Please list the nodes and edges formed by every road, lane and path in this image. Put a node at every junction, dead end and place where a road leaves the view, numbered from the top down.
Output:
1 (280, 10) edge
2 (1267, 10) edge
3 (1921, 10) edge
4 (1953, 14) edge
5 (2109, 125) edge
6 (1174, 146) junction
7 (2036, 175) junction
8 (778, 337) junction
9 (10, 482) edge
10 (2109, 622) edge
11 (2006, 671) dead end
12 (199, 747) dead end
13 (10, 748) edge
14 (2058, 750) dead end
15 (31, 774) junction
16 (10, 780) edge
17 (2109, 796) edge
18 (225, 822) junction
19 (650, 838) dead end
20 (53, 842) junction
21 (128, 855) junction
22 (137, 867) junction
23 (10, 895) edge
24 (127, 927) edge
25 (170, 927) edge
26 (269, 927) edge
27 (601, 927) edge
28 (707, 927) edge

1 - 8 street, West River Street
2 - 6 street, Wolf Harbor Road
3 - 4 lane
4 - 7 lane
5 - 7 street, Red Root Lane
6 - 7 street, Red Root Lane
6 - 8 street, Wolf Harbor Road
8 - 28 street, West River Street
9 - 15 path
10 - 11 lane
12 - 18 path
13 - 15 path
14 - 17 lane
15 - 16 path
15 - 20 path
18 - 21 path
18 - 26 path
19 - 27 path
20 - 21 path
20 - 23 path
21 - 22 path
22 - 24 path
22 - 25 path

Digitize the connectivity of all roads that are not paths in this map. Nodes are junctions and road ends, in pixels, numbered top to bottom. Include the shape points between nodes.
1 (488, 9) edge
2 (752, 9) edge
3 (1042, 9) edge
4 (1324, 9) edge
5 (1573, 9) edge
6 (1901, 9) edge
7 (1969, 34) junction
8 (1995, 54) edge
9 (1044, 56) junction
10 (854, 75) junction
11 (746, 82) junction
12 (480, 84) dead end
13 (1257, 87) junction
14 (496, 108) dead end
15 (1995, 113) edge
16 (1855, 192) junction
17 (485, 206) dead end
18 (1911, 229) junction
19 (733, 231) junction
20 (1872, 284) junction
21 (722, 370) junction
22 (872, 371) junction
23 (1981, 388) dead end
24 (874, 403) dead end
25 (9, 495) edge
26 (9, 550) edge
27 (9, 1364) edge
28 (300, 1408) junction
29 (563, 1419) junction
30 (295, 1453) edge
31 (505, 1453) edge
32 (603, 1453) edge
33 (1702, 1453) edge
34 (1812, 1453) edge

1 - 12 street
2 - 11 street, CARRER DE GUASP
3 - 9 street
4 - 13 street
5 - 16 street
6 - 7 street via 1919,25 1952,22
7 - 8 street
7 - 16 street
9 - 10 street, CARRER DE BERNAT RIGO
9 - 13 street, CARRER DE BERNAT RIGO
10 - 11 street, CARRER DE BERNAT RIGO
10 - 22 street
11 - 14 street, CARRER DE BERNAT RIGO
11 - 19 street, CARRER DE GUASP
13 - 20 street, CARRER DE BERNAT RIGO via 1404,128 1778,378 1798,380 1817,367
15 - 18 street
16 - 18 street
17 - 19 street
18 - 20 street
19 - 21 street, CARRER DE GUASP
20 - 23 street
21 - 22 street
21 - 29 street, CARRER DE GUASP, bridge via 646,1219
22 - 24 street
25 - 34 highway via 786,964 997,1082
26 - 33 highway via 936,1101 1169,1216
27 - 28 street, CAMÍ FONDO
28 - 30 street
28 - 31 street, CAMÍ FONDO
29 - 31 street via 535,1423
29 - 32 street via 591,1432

────────────────────────────────────────

Read the listing. Copy each line that has the word "GUASP" in it.

2 - 11 street, CARRER DE GUASP
11 - 19 street, CARRER DE GUASP
19 - 21 street, CARRER DE GUASP
21 - 29 street, CARRER DE GUASP, bridge via 646,1219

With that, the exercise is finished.